◆ Work instruction ◆
The required answer is each line in the entries below where "main" occurs.

Saved entries:
*****
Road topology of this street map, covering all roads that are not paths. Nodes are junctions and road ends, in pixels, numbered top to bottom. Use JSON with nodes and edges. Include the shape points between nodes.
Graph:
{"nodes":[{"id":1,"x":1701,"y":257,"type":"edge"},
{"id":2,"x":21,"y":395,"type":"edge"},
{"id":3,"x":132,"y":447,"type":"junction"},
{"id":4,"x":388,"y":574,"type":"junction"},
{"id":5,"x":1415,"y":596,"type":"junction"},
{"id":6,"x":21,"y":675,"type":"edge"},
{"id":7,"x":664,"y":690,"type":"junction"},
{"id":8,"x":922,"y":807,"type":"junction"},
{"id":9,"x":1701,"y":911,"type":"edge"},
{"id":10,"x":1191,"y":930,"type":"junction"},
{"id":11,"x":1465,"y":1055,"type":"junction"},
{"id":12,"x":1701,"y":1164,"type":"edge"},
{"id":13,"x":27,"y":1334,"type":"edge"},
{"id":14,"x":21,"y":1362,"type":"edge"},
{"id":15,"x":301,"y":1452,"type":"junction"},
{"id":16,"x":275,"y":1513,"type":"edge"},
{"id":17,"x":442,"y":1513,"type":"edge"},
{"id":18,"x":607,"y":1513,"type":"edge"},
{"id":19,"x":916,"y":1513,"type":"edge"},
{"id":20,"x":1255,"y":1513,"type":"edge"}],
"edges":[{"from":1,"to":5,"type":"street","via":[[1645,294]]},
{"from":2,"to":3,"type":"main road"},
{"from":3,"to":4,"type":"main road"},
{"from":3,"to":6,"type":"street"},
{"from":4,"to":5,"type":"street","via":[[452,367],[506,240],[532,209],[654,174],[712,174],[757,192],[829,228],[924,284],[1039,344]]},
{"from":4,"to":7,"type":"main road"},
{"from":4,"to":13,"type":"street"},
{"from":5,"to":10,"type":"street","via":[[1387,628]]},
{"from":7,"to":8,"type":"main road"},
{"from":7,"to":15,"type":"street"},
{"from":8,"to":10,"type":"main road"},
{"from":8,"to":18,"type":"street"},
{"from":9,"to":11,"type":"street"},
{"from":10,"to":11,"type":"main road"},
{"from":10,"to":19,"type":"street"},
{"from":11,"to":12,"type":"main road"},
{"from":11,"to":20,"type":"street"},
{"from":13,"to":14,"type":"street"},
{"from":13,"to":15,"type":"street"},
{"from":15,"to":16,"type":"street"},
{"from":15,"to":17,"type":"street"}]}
*****
◆ Finished exercise ◆
{"from":2,"to":3,"type":"main road"},
{"from":3,"to":4,"type":"main road"},
{"from":4,"to":7,"type":"main road"},
{"from":7,"to":8,"type":"main road"},
{"from":8,"to":10,"type":"main road"},
{"from":10,"to":11,"type":"main road"},
{"from":11,"to":12,"type":"main road"},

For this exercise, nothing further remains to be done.